The increasing influx of England supporters for Barbados and Antigua Tests over the past 33 years have guaranteed Kensington and the two Antigua venues are packed for the duration of the matches, five days or less. Seats are booked and paid for in advance.
They were there in their numbers in March for the ODIs in Antigua and the T20s in Barbados.
They have come to outnumber, by as much as three to one, West Indies supporters, whose once passionate involvement with their team has gradually waned with its gradual decline.
Grounds everywhere, Barbados and Antigua included, are often less than quarter-filled for Tests not involving England. There were more fans at the Caribbean volleyball championships at the Garfield Sobers Sports Complex gymnasium than at Kensington for any day of the simultaneous 2008 Test against Australia.
Of course, we don’t like it.
There is only one Test in my long years of covering West Indies cricket that I have left before the final rites. It was at Kensington in 2004 as the Barmy Army filled the air with their taunting chants as England closed in on their victory target of 93 that gave them an unassailable 3-0 lead in the series. Brian Lara’s unbeaten 400 in the next match at the ARG was only partial compensation.
It is the financial reality. Regardless of that Kensington result, the WICB was making a sizeable deposit into its bank account at the end.
An objection has been raised in some quarters that such discrepancy in support favours England and undermines West Indies’ confidence. It was the same, in reverse, when West Indians packed into the Oval and Lord’s to celebrate the dominance of the Lloyd and Richards teams. The stark truth is that England were then weak and West Indies strong. Now it’s vice-versa.
As with all other administrations, the bottom line is the WICB’s primary concern.

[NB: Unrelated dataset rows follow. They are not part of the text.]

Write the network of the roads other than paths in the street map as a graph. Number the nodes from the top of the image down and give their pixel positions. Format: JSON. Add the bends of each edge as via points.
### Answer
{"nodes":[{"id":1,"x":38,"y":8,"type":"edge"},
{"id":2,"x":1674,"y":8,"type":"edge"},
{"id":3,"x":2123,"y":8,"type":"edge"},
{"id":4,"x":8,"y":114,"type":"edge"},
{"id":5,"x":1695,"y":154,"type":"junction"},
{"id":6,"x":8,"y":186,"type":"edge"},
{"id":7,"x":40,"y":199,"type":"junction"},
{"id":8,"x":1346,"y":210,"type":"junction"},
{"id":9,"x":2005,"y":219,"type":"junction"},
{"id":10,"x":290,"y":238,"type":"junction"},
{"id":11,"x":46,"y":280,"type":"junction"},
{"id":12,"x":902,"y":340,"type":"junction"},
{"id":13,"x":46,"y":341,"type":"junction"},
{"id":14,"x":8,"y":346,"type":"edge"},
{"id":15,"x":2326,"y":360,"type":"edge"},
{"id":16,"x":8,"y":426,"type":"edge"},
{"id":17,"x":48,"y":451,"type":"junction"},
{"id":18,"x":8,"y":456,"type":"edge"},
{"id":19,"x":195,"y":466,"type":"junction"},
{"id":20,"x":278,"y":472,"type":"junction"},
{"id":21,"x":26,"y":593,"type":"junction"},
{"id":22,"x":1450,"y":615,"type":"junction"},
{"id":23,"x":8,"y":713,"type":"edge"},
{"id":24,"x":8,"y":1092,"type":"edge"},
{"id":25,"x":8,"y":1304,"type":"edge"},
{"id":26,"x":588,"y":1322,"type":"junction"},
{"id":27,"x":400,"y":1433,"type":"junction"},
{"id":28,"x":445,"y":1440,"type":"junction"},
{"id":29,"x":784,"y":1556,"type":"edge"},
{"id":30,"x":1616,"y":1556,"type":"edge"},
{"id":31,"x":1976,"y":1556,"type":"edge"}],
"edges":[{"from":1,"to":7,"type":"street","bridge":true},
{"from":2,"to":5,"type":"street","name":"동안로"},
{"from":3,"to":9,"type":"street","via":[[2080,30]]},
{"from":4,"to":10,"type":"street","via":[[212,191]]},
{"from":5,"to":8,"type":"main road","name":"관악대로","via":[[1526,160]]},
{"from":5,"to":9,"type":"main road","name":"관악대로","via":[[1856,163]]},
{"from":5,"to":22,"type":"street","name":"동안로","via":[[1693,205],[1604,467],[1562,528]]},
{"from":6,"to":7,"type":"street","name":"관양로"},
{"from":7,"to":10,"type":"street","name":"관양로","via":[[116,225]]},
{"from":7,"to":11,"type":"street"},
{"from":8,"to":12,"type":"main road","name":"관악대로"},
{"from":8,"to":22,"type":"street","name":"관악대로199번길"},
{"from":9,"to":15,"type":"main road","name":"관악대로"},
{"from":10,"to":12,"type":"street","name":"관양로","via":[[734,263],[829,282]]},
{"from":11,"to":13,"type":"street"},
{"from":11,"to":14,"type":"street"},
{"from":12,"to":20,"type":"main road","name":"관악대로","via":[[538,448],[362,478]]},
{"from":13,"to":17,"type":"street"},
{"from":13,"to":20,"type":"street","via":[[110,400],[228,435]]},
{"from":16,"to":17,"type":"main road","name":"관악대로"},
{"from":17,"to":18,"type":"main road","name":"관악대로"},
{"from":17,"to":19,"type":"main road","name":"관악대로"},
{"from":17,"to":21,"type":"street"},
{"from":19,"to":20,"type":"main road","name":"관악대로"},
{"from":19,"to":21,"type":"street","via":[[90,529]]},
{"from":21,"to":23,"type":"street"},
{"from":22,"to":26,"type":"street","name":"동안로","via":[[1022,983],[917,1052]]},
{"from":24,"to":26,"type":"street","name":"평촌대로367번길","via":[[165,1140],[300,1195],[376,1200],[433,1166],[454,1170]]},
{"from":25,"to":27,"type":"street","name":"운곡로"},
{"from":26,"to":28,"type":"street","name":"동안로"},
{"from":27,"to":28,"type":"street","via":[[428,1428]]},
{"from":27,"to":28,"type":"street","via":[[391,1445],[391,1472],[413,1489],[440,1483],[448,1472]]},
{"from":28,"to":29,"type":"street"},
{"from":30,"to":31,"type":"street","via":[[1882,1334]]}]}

The Red Stripe Bowl, sponsored by the brewers of Jamaica’s world famous beer, was held in Jamaica through its duration in the 1990s.
Recently, the WICB committed its annual Fifty50 tournament, the Pro50, exclusively to Trinidad and Tobago for three years following sponsorship from the government and the Nagico insurance company.
Barbados won a successful bid to stage the semi-finals and final of the T20 tournament in 2012 when it was under the WICB’s aegis.
The issue of granting Test matches has become increasingly complex over the years.
Until Antigua’s entrance in 1981, it was straightforward.
Kensington, Bourda, the Queen’s Park Oval and Sabina Park were the grounds used. With five Tests each series (up to 1958, restricted to England, Australia, India and Pakistan), it was simply a matter of which would be allocated two; Queen’s Park and Sabina were the favoured ones.
The addition of New Zealand, Sri Lanka, Zimbabwe and Bangladesh to the list, the recent reduction to three, or two Tests a tour and the erection of world-class stadiums in St.Lucia, St.Vincent, Grenada, St.Kitts and Dominica spread the net wider.
All have staged Tests. The introduction of limited overs internationals eased the demand.
Add charges of insularity and political favour to the mix and the conundrum confronting the WICB even before a ball is bowled is understandable.